#### WHAT THE TASK REQUIRES
For this exercise, write out the full listing that follows exactly and skip its pictures.

#### GIVEN DATA
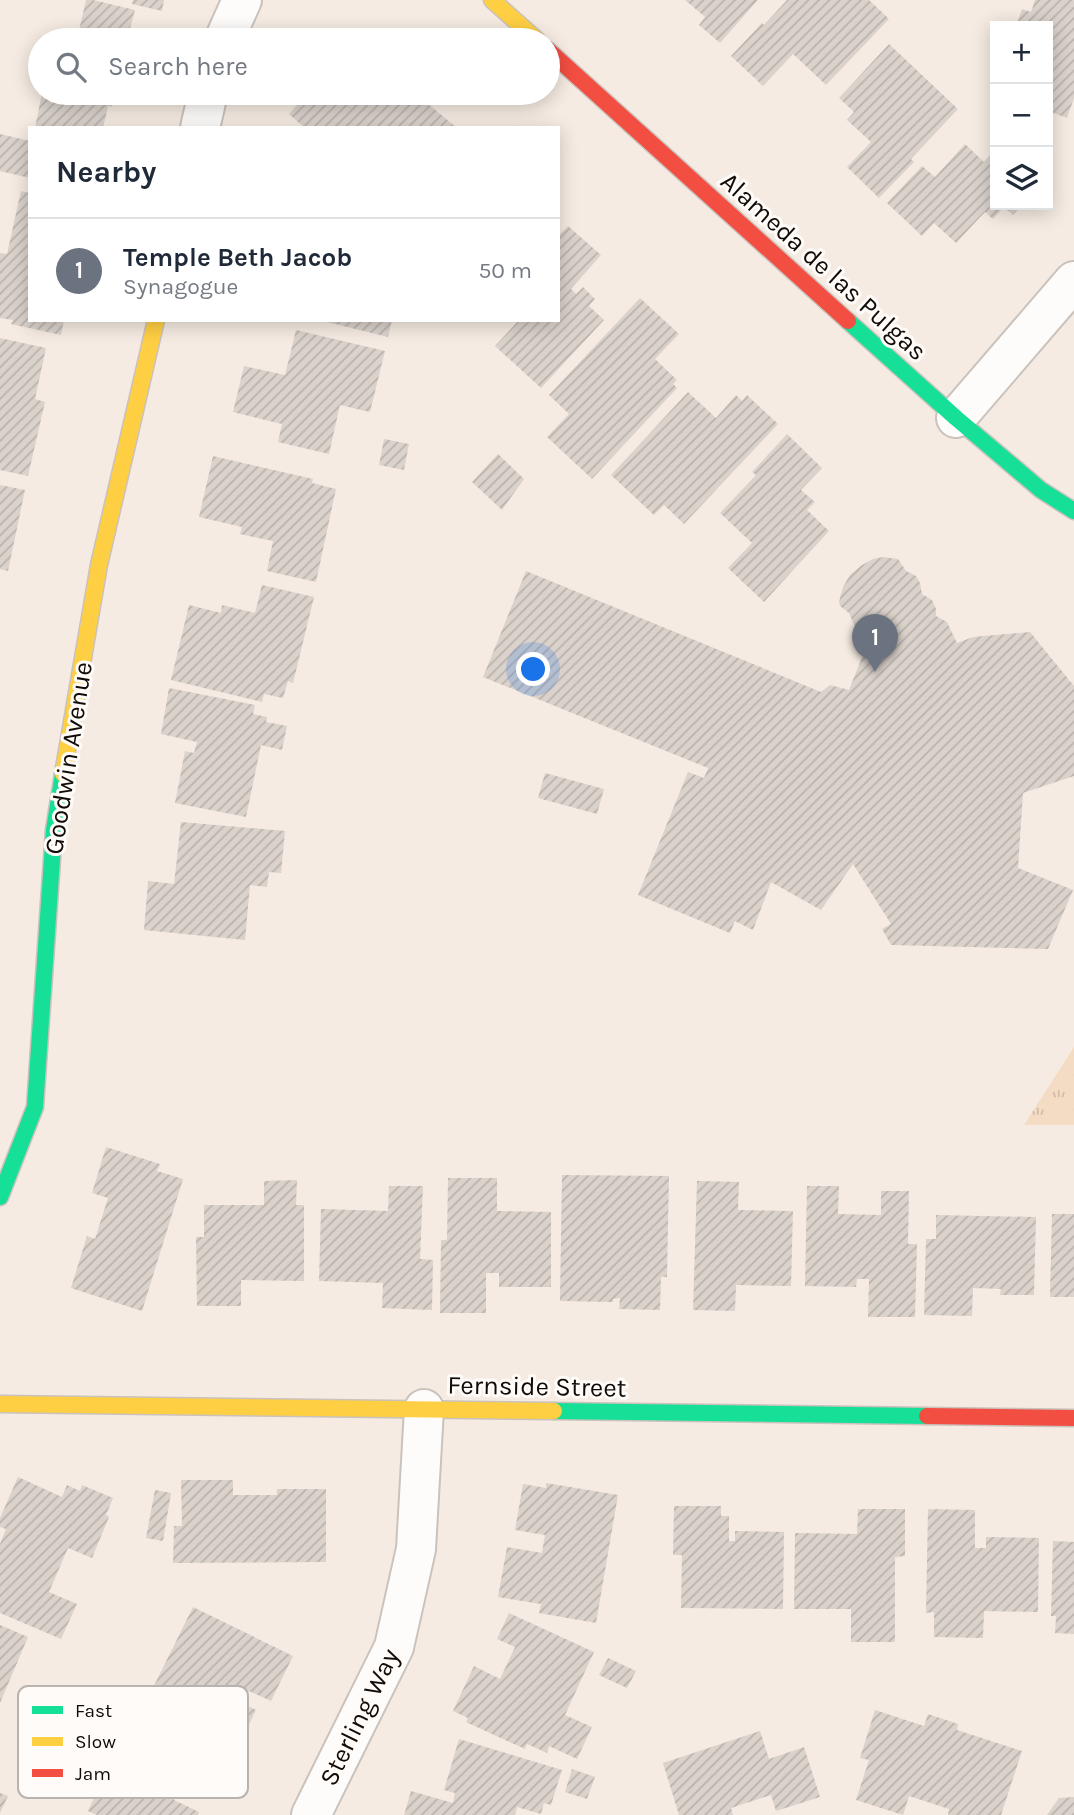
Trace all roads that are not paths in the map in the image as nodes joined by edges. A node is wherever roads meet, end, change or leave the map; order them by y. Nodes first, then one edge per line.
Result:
1 (242, 0) edge
2 (492, 0) edge
3 (229, 28) edge
4 (524, 28) edge
5 (560, 61) edge
6 (205, 105) edge
7 (200, 126) edge
8 (1074, 281) edge
9 (156, 322) edge
10 (956, 418) junction
11 (1074, 511) edge
12 (0, 1196) edge
13 (0, 1404) edge
14 (424, 1409) junction
15 (1074, 1418) edge
16 (312, 1815) edge

1 - 3 street
2 - 4 street
5 - 10 street, Alameda de las Pulgas
6 - 7 street
8 - 10 street
9 - 12 street, Goodwin Avenue
10 - 11 street, Alameda de las Pulgas
13 - 14 street, Fernside Street
14 - 15 street, Fernside Street
14 - 16 street, Sterling Way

#### ANSWER BOX
Trace all roads that are not paths in the map in the image as nodes joined by edges. A node is wherever roads meet, end, change or leave the map; order them by y. Nodes first, then one edge per line.
Result:
1 (242, 0) edge
2 (492, 0) edge
3 (229, 28) edge
4 (524, 28) edge
5 (560, 61) edge
6 (205, 105) edge
7 (200, 126) edge
8 (1074, 281) edge
9 (156, 322) edge
10 (956, 418) junction
11 (1074, 511) edge
12 (0, 1196) edge
13 (0, 1404) edge
14 (424, 1409) junction
15 (1074, 1418) edge
16 (312, 1815) edge

1 - 3 street
2 - 4 street
5 - 10 street, Alameda de las Pulgas
6 - 7 street
8 - 10 street
9 - 12 street, Goodwin Avenue
10 - 11 street, Alameda de las Pulgas
13 - 14 street, Fernside Street
14 - 15 street, Fernside Street
14 - 16 street, Sterling Way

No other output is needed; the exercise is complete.